В Москву я привез почти сто новых стихотворений. Многие из них заинтересовали литературные издания, и меня начали охотно печатать. Поэтов, сочиняющих искренние стихи об армии, в ту пору было уже мало, патриотизм выходил из моды. Кроме того, я привез из армии горячее желание писать прозу и в 1979 году начал засел за повесть, которая сначала называлась «Не грусти, салага!». На сборном пункте во Франкфурте-на-Одере по радио без конца крутили жалобную, в духе еще не народившегося «Ласкового мая», песенку:
Не грусти, салага!
Срок отслужишь свой,
Так же, как и я,
Поедешь ты домой.
В дальние края, в дальние края
Едут, едут парни-дембеля…
Начиналась будущая повесть вполне документально: «…У нашего замполита – литературная фамилия.
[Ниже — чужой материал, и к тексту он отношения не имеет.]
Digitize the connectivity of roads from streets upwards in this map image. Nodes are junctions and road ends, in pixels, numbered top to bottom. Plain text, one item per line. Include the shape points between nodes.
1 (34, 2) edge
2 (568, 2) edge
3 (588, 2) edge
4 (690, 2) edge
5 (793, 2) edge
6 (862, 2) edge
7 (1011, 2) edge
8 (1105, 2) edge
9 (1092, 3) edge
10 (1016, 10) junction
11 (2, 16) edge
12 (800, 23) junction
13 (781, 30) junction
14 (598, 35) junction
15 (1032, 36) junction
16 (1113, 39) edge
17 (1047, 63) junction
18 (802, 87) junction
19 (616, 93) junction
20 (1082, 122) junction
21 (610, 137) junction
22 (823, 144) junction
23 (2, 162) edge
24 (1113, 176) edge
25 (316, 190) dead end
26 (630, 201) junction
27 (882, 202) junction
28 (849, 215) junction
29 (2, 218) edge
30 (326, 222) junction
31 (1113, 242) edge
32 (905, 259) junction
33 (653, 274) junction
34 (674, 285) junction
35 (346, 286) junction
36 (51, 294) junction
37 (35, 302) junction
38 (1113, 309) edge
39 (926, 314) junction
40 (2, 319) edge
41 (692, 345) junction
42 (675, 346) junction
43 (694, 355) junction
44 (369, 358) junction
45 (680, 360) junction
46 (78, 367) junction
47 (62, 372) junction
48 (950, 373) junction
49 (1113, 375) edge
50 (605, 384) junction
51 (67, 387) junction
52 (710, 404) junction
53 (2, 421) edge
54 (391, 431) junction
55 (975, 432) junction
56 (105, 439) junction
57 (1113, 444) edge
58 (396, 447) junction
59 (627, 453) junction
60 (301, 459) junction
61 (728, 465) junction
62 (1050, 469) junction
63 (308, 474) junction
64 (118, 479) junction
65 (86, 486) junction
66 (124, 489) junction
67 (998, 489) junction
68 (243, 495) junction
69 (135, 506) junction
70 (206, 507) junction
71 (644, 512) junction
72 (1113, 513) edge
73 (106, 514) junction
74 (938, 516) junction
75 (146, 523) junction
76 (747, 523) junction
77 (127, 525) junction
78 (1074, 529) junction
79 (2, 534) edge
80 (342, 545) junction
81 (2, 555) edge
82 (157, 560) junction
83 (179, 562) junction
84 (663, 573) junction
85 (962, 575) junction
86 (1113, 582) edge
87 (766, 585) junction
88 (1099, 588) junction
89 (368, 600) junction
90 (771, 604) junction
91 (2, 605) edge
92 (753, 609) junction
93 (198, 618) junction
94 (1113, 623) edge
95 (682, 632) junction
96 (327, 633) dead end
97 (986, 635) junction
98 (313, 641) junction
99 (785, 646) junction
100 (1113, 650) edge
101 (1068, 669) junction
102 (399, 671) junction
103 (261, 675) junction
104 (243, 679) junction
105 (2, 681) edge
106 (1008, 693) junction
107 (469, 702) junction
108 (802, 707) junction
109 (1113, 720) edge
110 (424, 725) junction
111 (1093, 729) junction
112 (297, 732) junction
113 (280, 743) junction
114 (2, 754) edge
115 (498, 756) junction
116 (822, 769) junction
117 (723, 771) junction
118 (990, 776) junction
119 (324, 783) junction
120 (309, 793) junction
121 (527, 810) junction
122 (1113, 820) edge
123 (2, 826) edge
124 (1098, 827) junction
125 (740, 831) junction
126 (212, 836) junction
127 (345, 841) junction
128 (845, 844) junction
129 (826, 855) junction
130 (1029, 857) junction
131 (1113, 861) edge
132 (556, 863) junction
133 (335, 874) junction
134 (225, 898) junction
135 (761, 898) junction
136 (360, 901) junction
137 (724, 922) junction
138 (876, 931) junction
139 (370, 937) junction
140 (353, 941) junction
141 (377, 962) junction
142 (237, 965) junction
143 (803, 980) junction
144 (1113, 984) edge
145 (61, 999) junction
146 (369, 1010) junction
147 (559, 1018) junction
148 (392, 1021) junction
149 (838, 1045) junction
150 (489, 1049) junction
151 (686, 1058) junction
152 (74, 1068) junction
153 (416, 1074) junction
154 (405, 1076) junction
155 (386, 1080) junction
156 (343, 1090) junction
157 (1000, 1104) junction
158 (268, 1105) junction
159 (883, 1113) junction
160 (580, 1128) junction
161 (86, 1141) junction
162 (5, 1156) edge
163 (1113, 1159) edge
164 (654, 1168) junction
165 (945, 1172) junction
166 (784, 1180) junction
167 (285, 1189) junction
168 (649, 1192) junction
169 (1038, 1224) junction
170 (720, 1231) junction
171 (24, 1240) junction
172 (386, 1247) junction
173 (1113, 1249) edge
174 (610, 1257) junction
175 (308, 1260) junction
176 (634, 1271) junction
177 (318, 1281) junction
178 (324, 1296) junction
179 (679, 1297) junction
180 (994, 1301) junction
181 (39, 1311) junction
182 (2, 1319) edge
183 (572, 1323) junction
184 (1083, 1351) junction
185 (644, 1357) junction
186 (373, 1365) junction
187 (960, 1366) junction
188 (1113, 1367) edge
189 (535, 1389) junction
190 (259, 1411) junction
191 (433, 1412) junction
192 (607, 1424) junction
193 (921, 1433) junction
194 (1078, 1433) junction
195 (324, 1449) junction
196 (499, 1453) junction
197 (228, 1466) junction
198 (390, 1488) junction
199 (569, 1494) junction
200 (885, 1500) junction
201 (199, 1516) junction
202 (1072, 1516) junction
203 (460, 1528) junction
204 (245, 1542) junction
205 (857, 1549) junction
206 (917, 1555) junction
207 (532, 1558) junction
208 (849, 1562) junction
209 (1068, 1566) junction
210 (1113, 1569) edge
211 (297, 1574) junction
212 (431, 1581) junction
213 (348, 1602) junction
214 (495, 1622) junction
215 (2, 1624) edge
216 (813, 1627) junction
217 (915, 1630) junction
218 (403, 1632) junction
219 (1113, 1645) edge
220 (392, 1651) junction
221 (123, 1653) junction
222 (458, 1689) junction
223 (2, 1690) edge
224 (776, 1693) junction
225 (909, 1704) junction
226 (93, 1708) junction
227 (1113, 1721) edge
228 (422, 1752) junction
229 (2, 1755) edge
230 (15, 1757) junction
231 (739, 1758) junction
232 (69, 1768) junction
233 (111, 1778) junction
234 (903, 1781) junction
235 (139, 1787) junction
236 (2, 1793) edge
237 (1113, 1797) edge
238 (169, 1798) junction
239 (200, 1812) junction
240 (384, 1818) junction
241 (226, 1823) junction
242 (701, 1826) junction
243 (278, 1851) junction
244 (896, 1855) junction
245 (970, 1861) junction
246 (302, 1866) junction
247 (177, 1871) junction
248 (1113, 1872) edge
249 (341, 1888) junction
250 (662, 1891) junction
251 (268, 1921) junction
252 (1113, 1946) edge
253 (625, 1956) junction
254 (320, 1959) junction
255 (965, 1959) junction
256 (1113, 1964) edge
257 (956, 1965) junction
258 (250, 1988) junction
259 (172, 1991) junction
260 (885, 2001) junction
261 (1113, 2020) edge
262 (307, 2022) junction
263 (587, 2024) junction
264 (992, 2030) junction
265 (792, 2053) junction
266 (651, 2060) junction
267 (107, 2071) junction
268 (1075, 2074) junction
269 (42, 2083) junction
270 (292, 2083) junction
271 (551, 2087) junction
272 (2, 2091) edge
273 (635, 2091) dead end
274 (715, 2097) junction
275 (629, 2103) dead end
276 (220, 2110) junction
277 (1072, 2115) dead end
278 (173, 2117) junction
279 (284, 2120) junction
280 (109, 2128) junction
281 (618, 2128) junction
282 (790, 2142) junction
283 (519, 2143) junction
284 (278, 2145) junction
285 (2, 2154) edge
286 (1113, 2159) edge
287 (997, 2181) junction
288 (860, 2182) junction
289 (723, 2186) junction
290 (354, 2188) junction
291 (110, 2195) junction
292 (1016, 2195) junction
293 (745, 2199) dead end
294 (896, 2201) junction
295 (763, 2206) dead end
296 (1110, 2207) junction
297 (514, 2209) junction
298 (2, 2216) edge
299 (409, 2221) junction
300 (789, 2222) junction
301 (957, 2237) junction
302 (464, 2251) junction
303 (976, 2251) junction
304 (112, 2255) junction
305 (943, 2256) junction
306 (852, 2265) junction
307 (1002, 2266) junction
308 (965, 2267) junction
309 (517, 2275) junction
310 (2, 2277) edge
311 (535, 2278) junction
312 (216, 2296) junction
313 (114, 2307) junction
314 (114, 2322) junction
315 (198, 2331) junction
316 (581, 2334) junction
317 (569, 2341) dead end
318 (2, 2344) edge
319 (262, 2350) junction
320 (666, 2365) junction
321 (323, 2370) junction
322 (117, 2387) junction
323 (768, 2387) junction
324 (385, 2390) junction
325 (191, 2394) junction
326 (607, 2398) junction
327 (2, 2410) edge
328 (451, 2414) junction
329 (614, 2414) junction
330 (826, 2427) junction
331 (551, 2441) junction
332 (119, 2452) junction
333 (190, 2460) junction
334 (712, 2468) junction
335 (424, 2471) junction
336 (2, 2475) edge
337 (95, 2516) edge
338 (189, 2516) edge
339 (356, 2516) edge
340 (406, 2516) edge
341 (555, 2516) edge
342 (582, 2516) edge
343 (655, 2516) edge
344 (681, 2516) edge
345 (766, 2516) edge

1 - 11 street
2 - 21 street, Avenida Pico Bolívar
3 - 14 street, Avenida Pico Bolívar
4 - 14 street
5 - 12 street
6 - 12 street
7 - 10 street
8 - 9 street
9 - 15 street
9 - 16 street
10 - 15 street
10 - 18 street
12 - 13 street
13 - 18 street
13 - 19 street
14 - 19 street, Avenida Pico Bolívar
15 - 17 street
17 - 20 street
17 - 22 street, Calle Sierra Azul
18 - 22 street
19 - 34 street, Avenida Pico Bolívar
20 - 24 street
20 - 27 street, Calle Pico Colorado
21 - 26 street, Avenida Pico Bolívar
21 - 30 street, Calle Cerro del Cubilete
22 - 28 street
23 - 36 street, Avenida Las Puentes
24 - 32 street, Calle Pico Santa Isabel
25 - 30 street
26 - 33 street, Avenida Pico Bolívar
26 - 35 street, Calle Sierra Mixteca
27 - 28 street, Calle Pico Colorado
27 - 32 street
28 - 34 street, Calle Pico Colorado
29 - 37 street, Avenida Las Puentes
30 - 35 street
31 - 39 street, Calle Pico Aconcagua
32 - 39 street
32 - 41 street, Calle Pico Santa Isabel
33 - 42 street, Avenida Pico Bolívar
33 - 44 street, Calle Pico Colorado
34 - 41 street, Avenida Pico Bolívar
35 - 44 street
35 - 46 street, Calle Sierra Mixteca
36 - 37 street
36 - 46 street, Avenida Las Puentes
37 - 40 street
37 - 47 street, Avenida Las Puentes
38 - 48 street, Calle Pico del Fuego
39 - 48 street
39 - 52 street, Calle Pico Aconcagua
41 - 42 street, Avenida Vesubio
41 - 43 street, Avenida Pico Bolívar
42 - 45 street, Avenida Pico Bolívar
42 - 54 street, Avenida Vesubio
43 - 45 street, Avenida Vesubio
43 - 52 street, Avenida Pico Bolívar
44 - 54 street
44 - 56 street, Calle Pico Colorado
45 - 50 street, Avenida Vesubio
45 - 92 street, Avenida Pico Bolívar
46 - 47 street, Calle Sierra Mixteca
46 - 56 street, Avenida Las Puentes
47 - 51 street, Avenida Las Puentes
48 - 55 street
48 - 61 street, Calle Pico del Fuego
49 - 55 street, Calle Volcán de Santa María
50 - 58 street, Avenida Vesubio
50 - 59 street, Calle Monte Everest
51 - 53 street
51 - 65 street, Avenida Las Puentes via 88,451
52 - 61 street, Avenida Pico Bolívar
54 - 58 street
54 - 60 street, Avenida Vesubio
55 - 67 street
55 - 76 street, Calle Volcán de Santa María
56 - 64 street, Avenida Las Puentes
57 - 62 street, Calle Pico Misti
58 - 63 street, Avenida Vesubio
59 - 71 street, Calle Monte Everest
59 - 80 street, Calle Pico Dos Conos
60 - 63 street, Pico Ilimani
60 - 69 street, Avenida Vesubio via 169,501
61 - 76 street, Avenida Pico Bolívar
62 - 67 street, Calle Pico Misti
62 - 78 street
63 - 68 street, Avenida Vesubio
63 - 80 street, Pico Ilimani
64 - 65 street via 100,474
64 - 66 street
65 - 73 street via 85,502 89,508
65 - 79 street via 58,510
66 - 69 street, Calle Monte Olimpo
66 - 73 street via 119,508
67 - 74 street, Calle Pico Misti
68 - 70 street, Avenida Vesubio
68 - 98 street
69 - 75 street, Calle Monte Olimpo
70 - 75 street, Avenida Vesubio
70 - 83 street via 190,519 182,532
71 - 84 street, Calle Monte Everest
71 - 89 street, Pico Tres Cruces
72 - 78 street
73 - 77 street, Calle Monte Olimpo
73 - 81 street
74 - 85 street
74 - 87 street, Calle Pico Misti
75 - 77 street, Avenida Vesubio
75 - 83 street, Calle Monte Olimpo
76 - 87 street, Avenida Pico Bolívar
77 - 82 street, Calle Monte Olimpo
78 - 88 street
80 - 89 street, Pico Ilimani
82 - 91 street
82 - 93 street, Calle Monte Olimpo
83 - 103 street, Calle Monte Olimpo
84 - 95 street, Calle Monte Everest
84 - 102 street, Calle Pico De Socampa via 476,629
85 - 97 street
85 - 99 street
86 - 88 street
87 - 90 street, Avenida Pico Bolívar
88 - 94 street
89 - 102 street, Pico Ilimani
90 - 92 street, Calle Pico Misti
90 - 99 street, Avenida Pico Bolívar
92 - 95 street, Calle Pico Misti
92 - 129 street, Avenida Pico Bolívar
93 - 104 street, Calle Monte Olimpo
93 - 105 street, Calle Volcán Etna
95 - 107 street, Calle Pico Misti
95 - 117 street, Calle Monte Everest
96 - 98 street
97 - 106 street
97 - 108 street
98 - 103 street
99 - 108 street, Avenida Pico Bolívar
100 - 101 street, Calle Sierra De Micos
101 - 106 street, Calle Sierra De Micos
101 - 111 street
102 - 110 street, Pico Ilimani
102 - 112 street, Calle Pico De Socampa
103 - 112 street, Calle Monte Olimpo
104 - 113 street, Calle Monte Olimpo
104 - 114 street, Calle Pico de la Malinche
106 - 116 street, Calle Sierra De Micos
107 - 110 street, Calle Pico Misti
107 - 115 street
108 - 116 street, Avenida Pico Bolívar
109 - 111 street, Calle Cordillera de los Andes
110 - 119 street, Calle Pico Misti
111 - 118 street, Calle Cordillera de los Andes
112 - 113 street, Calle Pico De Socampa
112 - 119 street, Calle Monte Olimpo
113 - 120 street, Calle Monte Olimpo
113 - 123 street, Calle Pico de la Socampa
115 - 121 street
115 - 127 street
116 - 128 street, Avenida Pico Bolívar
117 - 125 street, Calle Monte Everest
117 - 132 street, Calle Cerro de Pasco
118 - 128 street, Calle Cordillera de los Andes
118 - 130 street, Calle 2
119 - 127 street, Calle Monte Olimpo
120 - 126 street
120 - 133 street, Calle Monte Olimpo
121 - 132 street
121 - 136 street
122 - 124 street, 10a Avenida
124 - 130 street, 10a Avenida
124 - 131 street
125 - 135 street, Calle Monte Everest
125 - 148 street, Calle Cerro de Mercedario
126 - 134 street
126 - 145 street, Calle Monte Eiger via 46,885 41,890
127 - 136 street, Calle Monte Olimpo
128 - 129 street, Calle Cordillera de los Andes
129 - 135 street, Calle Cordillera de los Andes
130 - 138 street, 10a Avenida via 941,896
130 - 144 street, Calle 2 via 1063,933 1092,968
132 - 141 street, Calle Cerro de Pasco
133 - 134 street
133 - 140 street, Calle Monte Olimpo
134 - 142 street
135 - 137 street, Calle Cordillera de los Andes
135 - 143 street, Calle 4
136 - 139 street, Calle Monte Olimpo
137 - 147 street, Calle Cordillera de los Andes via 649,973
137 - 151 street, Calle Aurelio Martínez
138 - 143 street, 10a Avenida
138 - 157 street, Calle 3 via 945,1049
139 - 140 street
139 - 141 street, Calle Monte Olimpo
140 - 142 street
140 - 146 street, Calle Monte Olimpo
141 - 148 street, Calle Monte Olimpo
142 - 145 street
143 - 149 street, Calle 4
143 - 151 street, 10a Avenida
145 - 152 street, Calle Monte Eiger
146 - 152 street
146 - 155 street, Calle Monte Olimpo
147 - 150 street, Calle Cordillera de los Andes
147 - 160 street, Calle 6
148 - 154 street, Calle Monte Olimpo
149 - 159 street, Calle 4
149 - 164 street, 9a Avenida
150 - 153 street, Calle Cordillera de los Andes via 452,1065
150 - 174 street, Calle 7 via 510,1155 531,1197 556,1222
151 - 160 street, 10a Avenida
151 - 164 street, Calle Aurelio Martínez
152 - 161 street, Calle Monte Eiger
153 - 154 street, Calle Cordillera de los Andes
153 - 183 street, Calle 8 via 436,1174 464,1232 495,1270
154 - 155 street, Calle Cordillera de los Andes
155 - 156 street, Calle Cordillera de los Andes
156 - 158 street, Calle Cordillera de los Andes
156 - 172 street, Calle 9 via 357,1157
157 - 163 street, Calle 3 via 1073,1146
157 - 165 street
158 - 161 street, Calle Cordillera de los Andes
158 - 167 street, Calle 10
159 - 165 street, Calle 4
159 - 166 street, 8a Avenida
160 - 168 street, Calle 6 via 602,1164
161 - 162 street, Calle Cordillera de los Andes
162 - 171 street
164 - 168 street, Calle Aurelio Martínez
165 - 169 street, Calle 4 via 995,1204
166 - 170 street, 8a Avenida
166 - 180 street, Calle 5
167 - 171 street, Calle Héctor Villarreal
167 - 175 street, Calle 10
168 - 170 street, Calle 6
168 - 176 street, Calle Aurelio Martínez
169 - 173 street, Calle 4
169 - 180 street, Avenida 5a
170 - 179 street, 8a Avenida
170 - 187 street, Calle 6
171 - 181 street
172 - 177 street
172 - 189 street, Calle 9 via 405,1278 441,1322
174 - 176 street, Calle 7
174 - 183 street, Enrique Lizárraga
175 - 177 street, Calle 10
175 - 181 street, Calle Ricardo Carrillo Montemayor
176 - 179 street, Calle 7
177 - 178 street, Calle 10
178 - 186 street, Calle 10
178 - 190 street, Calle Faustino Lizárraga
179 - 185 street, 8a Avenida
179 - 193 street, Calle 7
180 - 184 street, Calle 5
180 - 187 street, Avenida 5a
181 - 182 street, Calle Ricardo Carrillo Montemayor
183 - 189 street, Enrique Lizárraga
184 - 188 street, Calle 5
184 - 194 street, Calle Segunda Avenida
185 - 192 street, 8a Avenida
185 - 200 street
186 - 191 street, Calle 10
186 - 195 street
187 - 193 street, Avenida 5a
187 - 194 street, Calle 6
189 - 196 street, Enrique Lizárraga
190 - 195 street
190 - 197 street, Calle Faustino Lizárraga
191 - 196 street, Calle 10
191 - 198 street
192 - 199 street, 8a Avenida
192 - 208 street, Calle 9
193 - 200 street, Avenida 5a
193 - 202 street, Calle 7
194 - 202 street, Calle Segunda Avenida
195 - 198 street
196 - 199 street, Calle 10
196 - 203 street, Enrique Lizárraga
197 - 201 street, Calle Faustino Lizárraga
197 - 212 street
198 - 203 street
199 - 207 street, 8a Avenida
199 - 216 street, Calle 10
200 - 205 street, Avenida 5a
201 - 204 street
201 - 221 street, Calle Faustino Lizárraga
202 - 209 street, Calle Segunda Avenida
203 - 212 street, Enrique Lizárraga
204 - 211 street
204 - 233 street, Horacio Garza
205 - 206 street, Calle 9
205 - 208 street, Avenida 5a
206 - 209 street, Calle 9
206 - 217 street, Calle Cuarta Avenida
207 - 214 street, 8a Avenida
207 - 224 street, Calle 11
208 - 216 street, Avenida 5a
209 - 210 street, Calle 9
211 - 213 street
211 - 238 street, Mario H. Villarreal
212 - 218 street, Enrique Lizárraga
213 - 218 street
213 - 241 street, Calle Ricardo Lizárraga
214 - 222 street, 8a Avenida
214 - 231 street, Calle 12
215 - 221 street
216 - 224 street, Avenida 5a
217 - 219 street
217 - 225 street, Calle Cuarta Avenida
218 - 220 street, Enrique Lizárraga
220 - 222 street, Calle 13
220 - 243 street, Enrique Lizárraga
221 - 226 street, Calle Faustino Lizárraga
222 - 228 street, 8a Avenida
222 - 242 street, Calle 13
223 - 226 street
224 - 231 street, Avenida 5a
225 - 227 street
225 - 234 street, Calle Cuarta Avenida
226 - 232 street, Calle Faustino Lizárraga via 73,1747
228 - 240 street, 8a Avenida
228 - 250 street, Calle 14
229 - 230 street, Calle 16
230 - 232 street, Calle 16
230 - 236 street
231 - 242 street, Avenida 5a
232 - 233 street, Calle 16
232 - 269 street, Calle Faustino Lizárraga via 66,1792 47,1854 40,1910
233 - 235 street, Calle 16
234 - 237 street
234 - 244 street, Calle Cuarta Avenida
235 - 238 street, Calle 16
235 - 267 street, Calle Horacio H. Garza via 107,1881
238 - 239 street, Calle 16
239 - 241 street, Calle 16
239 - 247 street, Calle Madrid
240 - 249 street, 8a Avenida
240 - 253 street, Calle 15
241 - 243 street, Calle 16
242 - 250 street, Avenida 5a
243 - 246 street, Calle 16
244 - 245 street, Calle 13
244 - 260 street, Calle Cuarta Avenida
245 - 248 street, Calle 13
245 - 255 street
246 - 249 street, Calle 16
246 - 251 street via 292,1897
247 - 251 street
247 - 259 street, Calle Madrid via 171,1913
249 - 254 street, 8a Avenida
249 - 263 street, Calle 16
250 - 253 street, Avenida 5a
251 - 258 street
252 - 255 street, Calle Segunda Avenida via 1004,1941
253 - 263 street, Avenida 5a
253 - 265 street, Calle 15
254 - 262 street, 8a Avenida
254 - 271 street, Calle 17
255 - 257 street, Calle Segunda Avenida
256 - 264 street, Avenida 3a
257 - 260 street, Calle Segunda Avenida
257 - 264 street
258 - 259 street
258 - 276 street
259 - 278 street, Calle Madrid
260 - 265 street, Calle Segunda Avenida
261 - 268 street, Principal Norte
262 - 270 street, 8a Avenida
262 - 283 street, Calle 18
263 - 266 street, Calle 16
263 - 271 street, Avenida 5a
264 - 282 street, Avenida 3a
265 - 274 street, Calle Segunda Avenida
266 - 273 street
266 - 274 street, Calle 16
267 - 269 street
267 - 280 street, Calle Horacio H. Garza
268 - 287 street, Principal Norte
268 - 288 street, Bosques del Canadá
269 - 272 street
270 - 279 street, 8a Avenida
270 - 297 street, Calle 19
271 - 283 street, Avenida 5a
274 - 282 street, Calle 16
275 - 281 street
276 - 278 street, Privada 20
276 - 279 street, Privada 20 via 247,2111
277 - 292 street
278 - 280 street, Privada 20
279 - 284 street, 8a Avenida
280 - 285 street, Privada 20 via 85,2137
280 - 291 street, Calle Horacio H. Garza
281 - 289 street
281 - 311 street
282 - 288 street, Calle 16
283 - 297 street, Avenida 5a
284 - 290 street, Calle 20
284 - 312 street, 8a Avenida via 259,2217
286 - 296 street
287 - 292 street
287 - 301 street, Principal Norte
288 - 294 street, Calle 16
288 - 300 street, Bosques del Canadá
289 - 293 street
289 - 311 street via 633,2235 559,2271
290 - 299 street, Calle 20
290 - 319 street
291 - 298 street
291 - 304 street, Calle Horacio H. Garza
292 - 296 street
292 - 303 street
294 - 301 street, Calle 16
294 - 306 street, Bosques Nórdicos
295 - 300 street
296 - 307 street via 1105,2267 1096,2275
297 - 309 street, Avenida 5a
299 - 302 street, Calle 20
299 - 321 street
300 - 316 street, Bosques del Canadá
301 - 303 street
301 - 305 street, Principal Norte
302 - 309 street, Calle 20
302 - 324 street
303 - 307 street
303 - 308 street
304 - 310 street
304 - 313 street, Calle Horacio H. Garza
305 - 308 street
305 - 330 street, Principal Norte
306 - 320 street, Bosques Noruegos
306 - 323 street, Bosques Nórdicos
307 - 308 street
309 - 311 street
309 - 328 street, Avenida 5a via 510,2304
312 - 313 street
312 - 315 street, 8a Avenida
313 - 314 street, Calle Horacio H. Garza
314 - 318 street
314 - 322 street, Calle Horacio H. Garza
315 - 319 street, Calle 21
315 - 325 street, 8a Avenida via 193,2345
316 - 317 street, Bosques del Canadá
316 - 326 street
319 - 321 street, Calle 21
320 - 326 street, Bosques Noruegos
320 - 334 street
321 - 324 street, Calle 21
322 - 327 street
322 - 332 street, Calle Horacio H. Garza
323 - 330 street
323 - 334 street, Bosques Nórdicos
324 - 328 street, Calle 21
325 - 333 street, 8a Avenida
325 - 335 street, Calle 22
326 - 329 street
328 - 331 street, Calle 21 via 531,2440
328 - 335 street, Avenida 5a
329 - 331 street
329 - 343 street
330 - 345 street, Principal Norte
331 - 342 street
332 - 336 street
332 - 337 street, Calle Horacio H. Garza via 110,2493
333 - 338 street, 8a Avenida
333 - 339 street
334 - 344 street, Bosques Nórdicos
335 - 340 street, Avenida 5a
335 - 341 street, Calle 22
Булгаков…» Это была чистая правда. Следы неумелой документальности, когда молодой литератор только учится отрываться от земли и парить в художественном пространстве, сохранились и в окончательном варианте. Реальный майор Гудов превратился в Дугова, а подлинный взводный лейтенант Оленич – в очкарика Косулича. Прапорщик Высовень служил в полку на самом деле, и рука моя не поднялась, чтобы переиначить замечательную фамилию! Позже главпуровские блюстители обвиняли меня: мол, чтобы унизить советских офицеров, наглый автор понапридумывал смешных фамилий. А я почти ничего не придумывал.
Но по мере работы над повестью бес художественности все более овладевал мной. Прототипы, сгущаясь, становились образами, воспоминания о собственных армейских мытарствах обрастали приметами чужих судеб и подсмотренными подробностями, превращались в историю старослужащего Кормашова. Я не оговорился: главному герою я поначалу дал имя студента, ходившего в литобъединение, которое я вел в пединституте. Мне нравилось, что в этой фамилии брезжит купринский Ромашов. Потом выяснилось, что в «Юности» уже выходила повесть о моряках «Не грусти, салага!», и я, недолго думая, назвал свое почти законченное детище «Сто дней до приказа», со значением присовокупив – «Солдатская повесть». Мол, раньше армию воспринимали глазами политработников, начитавшихся «Красной звезды», а я даю вам честную картину, увиденную со второго яруса казарменных коек!
Ознакомительная версия.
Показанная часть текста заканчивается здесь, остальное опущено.